• [Requirement]: Show each line of the records in which the word "شارع" occurs.

• [Listed entries]:

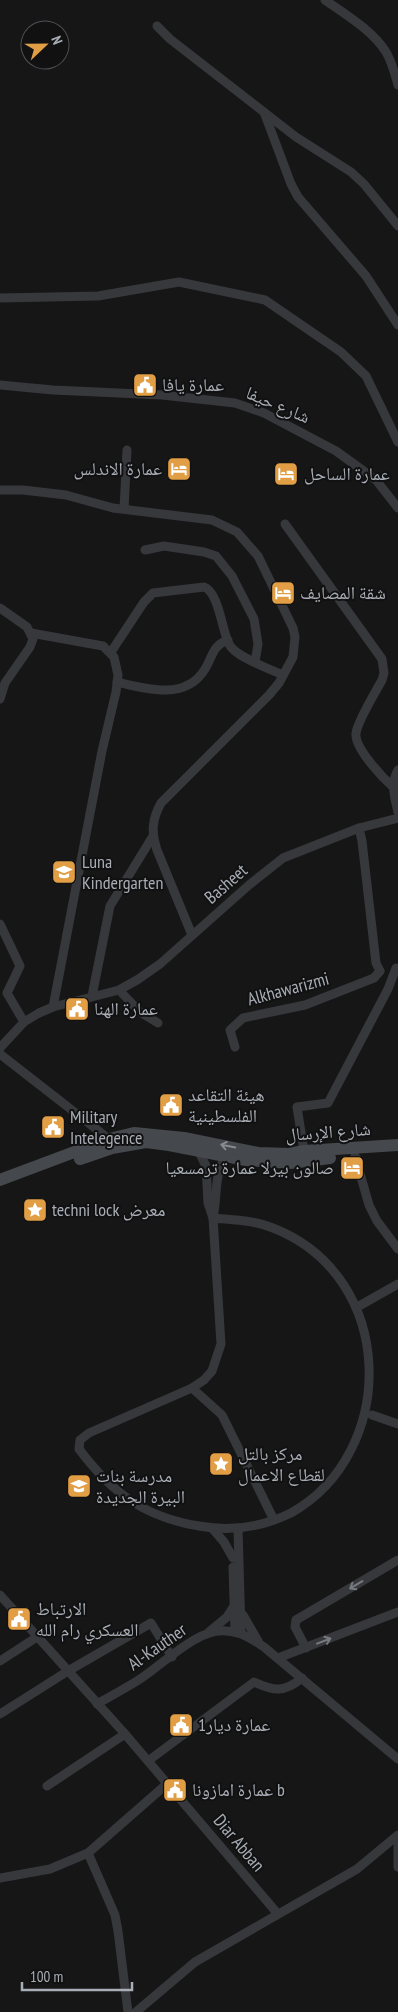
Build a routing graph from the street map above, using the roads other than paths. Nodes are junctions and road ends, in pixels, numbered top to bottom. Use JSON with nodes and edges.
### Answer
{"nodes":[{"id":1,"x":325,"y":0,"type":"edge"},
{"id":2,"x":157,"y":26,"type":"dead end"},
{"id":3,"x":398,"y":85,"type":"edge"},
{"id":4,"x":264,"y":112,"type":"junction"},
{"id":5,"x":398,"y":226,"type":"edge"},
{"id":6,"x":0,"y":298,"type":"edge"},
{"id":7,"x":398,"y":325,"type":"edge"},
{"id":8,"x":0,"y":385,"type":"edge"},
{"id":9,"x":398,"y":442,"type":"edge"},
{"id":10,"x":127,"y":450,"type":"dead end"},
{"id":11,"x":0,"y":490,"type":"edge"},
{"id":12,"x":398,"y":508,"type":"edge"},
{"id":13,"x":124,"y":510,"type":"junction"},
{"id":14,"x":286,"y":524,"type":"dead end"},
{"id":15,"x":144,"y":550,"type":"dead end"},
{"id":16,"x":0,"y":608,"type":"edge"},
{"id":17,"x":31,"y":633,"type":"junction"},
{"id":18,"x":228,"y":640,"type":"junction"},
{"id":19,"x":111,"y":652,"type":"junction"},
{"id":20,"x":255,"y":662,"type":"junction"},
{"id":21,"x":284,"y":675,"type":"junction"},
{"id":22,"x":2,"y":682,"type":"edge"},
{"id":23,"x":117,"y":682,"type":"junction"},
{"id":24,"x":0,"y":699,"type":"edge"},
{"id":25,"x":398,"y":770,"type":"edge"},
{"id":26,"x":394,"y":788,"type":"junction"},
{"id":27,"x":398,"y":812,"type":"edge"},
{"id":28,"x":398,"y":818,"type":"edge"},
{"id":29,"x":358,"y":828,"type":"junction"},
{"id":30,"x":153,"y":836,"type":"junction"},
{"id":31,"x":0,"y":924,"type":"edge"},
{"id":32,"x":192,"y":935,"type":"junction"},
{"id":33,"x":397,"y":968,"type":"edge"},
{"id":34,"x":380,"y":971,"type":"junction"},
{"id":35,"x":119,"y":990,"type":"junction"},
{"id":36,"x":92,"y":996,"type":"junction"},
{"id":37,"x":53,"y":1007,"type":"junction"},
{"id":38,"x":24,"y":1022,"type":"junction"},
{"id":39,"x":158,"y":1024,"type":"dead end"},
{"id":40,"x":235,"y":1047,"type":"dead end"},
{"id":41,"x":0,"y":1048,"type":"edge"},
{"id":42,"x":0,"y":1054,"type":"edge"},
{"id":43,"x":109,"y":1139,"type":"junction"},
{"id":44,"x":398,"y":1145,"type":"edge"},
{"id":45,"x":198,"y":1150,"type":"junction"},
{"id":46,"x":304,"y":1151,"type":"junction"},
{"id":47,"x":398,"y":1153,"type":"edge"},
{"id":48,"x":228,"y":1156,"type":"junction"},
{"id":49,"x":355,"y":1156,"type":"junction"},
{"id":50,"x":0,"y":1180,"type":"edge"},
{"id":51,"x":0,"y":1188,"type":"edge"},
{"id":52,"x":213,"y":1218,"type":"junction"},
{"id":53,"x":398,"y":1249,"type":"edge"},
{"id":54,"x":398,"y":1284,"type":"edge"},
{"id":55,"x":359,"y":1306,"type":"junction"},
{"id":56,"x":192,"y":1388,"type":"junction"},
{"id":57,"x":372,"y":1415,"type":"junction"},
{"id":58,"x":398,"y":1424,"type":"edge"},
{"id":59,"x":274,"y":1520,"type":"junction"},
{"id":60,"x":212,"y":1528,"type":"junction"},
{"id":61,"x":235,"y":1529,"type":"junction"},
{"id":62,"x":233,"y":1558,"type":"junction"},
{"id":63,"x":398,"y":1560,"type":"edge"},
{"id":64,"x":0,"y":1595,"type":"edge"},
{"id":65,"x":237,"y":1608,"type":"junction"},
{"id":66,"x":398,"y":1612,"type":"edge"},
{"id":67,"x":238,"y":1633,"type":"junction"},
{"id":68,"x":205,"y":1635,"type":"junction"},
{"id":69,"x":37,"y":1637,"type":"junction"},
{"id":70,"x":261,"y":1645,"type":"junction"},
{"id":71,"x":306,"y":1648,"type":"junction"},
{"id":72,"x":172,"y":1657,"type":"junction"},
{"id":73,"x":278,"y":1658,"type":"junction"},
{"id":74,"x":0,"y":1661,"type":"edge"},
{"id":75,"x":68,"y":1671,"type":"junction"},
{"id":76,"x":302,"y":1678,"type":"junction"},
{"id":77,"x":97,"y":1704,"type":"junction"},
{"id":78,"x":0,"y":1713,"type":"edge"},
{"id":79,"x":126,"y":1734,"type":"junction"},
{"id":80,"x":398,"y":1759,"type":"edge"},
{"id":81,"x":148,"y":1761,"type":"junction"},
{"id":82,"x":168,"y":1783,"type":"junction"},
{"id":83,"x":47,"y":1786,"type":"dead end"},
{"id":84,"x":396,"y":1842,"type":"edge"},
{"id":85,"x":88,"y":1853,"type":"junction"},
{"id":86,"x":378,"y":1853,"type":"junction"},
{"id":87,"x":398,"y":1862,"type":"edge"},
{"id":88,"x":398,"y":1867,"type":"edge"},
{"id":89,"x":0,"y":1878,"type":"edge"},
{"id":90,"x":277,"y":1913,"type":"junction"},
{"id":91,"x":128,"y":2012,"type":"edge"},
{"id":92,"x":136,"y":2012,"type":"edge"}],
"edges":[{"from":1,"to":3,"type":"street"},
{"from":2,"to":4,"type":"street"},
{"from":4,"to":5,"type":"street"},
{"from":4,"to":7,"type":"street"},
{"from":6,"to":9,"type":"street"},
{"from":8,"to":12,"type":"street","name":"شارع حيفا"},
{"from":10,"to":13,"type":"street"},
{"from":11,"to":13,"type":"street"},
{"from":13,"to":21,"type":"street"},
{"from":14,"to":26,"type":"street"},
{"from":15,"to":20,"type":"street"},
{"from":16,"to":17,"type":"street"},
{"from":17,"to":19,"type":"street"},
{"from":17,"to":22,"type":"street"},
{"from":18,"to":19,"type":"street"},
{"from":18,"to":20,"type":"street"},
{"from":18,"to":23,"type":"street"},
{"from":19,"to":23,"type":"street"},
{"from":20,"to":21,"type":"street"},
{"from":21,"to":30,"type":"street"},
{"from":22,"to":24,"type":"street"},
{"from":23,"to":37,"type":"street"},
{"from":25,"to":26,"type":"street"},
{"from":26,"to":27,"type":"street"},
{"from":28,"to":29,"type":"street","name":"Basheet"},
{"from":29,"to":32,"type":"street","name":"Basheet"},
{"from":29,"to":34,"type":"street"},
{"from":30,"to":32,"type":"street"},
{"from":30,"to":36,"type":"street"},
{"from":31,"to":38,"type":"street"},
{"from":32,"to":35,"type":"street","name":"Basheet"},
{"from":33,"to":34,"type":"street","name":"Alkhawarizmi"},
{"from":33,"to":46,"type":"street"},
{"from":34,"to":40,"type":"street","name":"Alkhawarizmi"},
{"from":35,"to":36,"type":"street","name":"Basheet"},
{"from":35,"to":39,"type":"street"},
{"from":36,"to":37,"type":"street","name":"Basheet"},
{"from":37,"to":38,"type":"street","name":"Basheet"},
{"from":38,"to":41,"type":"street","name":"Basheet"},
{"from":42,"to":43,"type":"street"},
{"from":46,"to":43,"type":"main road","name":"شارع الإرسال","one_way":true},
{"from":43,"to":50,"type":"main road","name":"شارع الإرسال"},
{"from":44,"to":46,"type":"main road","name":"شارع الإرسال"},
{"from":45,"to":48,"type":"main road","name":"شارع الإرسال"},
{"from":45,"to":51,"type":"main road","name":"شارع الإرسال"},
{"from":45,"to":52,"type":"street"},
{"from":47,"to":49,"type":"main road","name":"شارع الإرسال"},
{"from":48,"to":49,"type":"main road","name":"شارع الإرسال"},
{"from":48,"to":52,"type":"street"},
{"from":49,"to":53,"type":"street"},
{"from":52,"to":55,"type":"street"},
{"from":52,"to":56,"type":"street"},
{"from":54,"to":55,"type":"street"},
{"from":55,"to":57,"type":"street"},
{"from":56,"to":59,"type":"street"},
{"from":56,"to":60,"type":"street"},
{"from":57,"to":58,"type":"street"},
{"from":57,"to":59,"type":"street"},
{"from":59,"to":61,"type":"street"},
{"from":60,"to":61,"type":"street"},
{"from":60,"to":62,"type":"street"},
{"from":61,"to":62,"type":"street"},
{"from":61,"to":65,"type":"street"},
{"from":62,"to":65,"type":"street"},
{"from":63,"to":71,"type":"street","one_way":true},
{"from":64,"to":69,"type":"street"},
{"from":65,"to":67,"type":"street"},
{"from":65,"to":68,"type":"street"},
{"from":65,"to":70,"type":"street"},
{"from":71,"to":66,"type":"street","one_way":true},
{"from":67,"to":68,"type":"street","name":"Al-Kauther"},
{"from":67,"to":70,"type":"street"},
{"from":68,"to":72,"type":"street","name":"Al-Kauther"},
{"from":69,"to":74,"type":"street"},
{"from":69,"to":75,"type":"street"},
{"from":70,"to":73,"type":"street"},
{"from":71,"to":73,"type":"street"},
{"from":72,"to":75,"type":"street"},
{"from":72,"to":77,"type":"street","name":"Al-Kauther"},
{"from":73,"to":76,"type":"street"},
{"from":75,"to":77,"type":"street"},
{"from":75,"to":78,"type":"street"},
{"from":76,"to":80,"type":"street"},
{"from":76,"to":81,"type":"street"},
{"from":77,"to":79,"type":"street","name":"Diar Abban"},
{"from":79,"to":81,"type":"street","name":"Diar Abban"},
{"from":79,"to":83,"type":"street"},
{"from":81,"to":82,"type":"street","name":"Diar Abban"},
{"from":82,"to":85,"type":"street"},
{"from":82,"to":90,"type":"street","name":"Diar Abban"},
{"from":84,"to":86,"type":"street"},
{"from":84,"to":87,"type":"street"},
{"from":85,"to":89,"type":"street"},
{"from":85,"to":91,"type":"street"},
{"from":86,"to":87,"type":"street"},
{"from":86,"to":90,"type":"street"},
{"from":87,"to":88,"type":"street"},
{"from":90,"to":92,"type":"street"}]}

• [Exercise solution]:
{"from":8,"to":12,"type":"street","name":"شارع حيفا"},
{"from":46,"to":43,"type":"main road","name":"شارع الإرسال","one_way":true},
{"from":43,"to":50,"type":"main road","name":"شارع الإرسال"},
{"from":44,"to":46,"type":"main road","name":"شارع الإرسال"},
{"from":45,"to":48,"type":"main road","name":"شارع الإرسال"},
{"from":45,"to":51,"type":"main road","name":"شارع الإرسال"},
{"from":47,"to":49,"type":"main road","name":"شارع الإرسال"},
{"from":48,"to":49,"type":"main road","name":"شارع الإرسال"},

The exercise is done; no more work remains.